MeTree’s clinical guideline engine replaces the cumbersome research process with a continuously updated a database of recommendations from leading publications and medical authorities. Algorithms then compare patient data to that database and customize recommendations based on family history and other risk factors, including age.
MeTree tackles the data and integration challenges of older systems. The backend integrates with EHR’s to maintain clinicians’ existing workflow, rather than adding a stand-alone tool. Managed accounts allow patients to update information over time and port their data seamlessly among the providers they see in a health system.

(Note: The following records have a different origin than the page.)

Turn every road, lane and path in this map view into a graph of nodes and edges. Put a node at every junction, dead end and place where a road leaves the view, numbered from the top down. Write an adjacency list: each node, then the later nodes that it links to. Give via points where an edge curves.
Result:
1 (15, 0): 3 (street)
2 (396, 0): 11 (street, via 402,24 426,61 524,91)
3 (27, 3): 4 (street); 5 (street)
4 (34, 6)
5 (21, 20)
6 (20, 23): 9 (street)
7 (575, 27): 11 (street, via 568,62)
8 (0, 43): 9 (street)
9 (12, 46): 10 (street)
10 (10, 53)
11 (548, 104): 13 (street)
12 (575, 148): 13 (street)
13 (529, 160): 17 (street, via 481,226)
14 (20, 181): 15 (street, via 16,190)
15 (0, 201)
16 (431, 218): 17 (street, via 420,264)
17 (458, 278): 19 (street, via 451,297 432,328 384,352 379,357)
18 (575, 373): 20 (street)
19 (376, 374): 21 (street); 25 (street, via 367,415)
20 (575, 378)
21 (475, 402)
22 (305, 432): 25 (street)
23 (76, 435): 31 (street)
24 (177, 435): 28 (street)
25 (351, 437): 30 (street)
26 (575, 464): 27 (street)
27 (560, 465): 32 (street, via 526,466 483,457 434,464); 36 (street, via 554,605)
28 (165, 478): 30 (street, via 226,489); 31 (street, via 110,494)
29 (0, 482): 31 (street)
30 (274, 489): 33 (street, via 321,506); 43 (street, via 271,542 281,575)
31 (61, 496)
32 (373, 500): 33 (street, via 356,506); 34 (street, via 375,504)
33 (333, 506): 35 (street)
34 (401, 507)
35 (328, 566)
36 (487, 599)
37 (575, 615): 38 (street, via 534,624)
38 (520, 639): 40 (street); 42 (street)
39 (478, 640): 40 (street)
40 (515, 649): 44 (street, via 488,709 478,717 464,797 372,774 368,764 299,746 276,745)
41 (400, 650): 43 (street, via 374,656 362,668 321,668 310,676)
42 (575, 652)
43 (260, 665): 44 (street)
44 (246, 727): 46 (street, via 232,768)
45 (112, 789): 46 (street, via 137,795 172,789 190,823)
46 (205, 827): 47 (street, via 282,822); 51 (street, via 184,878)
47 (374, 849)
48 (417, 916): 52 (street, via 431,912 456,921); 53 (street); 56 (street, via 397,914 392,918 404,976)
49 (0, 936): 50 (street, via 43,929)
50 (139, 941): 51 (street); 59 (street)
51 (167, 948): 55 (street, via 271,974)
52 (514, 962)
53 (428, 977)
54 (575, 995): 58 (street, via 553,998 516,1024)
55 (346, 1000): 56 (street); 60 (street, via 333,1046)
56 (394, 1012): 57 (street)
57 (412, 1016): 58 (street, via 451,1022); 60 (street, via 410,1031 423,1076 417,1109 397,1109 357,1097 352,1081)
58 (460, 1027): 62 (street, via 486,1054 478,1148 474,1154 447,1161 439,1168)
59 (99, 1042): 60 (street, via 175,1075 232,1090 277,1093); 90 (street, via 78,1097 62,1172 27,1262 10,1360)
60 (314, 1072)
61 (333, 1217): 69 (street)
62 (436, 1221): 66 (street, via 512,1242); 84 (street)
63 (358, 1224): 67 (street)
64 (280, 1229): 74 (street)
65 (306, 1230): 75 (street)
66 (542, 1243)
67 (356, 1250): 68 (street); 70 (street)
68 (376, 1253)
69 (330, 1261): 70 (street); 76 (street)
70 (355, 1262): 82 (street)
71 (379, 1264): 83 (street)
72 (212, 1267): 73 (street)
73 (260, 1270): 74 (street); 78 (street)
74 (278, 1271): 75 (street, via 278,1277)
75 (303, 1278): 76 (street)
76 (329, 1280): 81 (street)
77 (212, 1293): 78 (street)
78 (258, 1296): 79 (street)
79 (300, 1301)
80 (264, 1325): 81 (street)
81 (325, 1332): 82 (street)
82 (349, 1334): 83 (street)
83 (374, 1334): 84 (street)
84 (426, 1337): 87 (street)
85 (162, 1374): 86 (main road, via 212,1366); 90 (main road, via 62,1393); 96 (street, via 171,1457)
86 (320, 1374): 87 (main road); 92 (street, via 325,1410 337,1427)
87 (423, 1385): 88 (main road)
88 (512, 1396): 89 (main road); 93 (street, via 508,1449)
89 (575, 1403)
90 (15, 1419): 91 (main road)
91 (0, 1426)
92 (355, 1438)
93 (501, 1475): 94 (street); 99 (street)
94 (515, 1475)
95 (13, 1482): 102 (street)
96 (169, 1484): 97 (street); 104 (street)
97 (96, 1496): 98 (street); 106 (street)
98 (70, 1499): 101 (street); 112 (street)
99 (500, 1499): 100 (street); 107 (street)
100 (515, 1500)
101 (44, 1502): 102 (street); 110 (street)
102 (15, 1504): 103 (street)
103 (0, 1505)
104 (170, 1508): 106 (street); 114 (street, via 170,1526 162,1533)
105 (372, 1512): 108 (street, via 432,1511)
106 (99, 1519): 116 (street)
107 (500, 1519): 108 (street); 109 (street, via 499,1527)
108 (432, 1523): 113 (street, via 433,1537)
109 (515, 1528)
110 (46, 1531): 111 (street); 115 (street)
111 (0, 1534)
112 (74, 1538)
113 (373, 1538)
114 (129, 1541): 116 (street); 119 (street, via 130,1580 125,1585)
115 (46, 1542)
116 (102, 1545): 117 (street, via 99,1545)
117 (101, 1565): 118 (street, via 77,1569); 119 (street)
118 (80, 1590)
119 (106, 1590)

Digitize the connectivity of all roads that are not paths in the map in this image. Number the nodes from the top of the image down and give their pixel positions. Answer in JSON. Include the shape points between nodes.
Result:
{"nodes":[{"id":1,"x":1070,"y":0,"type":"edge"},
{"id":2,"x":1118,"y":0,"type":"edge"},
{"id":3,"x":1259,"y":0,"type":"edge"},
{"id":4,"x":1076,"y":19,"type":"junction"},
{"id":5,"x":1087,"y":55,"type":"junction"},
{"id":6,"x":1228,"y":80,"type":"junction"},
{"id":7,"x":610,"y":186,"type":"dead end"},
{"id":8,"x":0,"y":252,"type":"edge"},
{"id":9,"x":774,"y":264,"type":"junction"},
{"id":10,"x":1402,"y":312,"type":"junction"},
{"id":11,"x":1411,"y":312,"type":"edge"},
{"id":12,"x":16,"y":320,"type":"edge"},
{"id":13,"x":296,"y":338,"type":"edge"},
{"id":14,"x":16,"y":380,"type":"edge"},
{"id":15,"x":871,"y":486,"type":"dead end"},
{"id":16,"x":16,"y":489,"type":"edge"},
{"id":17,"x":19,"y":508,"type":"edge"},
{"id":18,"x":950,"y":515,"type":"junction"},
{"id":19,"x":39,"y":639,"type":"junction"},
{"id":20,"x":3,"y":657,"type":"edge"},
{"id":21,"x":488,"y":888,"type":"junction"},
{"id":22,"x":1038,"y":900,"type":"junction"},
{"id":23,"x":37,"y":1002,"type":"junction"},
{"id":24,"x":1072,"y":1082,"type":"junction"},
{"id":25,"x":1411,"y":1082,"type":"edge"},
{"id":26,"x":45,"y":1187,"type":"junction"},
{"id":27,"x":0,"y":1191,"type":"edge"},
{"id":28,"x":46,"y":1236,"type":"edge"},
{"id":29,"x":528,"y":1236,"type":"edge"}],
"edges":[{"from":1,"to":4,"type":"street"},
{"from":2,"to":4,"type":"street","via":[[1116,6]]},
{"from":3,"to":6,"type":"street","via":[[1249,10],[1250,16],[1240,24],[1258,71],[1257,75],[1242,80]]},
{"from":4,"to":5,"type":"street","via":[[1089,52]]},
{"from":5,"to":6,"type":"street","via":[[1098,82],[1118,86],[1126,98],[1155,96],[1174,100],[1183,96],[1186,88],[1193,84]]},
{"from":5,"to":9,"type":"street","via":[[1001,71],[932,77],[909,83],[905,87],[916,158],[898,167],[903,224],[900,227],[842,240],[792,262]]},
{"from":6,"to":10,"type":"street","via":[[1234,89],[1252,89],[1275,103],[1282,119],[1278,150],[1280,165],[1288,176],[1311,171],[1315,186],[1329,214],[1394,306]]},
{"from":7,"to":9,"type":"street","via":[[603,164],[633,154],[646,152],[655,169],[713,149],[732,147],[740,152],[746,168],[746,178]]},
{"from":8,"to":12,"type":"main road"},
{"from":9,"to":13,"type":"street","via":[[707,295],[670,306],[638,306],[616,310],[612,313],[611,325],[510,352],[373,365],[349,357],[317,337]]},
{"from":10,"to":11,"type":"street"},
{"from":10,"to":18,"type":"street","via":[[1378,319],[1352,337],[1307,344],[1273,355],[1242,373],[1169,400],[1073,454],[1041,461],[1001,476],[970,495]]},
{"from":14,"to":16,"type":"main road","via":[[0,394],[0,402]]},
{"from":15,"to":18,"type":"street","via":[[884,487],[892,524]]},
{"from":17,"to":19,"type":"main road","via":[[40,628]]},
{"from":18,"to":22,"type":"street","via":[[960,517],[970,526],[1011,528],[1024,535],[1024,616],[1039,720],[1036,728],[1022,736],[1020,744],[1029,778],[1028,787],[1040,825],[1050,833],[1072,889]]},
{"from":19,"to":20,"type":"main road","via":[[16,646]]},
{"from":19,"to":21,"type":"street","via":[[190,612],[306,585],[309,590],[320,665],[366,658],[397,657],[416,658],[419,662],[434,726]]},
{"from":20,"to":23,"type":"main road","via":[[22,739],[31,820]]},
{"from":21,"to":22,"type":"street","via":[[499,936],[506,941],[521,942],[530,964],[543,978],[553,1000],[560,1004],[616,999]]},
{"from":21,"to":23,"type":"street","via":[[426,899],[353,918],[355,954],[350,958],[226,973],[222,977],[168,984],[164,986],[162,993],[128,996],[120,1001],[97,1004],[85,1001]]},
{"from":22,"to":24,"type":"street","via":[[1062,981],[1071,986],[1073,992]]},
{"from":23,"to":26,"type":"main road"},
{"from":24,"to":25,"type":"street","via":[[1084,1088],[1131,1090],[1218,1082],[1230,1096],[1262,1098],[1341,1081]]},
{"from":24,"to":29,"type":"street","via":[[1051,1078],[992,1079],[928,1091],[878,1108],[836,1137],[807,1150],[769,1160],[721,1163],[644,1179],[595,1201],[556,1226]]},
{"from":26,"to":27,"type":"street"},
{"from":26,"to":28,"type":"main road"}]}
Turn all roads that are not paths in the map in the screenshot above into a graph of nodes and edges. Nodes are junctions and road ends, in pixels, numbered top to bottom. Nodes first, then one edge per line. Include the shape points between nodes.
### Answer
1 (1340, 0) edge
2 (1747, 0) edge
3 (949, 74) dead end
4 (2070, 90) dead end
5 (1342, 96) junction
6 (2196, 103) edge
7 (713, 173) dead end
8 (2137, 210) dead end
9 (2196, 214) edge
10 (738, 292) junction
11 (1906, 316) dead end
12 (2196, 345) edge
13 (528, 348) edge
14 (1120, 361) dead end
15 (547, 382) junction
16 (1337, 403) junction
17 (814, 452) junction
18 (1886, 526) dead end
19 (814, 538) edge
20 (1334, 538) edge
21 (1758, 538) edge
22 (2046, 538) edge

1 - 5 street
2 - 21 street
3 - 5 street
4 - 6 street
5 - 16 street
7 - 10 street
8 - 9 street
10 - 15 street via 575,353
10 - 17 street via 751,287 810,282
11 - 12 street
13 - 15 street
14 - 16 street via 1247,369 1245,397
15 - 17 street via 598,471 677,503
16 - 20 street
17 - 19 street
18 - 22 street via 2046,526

Ease of use for the clinician was critical to the product’s success. Orlando said her team chose to partner with Little Green Software on this product specifically because of LGS’s experience building apps that seamlessly integrate with EHR frameworks. Little Green Software worked with Duke’s team to build and deploy MeTree as a SMART-on-FHIR app, which launches the app from inside Duke’s Epic EHR. That convenience means providers regularly use the tool to better understand their patients and the guidelines that can improve their care.
Providers and patients have transparent access to health history data without digging into paper intake forms or limiting the data they collect to a series of checkboxes. The system updates clinical recommendations and tailors them to individual patients, which allows providers to stay current without the administrative burden.
MeTree is also part of an NIH-funded trial testing the efficacy of digital tools in a range of settings with a range of populations.